Musicologists delving into the Weiss family and its music began to express doubt about the suite. One of them, Antonio Ig­lesias, wrote: ''We have begun to doubt the paternity of this suite since a personality deserving of our complete confidence con­fided to me that, in his judgement, the work could well be an original composi­tion by Ponce himself, 'in the style of Weiss, with the character and spirit of his music expounded in an admirable manner, nevertheless revealing certain turns of phrase, modulations somewhat foreign to the 18th century which render suspect its original attribution."'

So, scholars were hot on the trail of a possible deception, egged on, no doubt, by the memory of violinist Fritz Kreisler's "forgeries." The beloved virtuoso had fooled critics and audiences for many years with an array of charming baroque and classic solos which he himself had written but published under the names of little­-known composers of the past. There was much ado in the press when this harmless bit of trickery was exposed. Aesthetic arguments rose and fell like an ocean's waves, detracting in no way from Kreisler's overall reputation as a great artist nor from the delightful nature of the pieces he so cleverly had composed.

If the reader is wondering how the Weiss-Ponce flap turned out, I regret to say that I lost track of it a long time back and never knew its result. But the real music of Herr Weiss has surfaced and been published, the facts of his life researched and made widely known, and his reputa­tion as one of history's best lute composers reestablished. This release allows us to bring him into our homes for present-day consideration and, I dare say, delectation.

Weiss is interesting because he traveled and worked widely (Germany, Italy, Czechoslovakia, England, Austria, etc.) when such peregrinations were anything but easy (and sometimes dangerous), knew the outstanding musicians of his day (in­cluding both of the Scarlattis, J.S. Bach, Quantz, and Graun), astonished by his vir­tuosity as a player of the lute the leading aristocrats (among them King Frederick the Great), and survived (to the delight of 18th-­century gossipmongers) an attack by an enraged French violinist named Petit "who attempted to bite off the top joint of his thumb."

Weiss' music, particularly the selections heard here, runs the gamut of baroque gesture and even forecasts in some ways the classic style to come. By turns im­provisatory and organized, lyrical and perky, inward and outgoing, it is deployed across the instrument with elegant effect. The idiom of German lute style probably had no greater master than Weiss. Bach was influenced by it in the works he wrote for the lute, as were many others. What captivates is the utter smoothness, or legato, of its flow, a feature which resulted from Weiss' innovations in fingering his demanding instrument.

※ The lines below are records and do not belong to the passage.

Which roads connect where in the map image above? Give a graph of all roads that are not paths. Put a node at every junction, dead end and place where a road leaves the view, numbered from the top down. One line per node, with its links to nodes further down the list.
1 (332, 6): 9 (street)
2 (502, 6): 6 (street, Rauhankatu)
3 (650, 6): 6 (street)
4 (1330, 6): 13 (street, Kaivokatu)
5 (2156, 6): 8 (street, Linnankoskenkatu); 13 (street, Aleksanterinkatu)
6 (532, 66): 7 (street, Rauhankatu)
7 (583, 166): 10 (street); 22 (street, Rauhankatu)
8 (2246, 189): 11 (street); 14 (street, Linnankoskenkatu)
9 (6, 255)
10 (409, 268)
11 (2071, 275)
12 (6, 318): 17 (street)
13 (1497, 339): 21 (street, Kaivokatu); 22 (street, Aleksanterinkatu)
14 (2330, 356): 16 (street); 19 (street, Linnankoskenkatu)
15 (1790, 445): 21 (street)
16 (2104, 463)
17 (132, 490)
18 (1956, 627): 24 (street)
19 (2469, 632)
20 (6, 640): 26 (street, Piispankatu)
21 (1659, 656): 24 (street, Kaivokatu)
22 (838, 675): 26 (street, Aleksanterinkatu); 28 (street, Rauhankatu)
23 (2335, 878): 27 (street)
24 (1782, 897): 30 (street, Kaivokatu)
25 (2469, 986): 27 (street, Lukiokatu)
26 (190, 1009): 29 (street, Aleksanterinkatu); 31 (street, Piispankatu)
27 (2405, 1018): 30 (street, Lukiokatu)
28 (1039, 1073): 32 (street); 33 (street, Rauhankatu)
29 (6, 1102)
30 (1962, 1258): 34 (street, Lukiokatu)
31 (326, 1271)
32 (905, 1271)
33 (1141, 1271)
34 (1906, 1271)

The lute, from Renaissance times through the baroque, was ever a gentleman's (or gentle lady's) pursuit. To play it well was fearsomely difficult. Even keeping it in tune was no easy task. Thus, the lute and its repertoire were meant for cultivated persons, for those with the refinement, breeding, and patience to con­quer the seemingly impossible. That our soloist has achieved such mastery goes without saying. The music sounds utterly natural under his hands and carries us along from one sonic pleasure to another.

Aficionados of the baroque will note that all the selections on one side are cast in ma­jor keys--bright, happy, and seemingly carefree--while the massive suite on the other side is in the minor--brooding, dark, and dramatic. The contrast is like the chiaroscuro of certain paintings of the era which heightens our perception of the chosen subjects. Fascinating!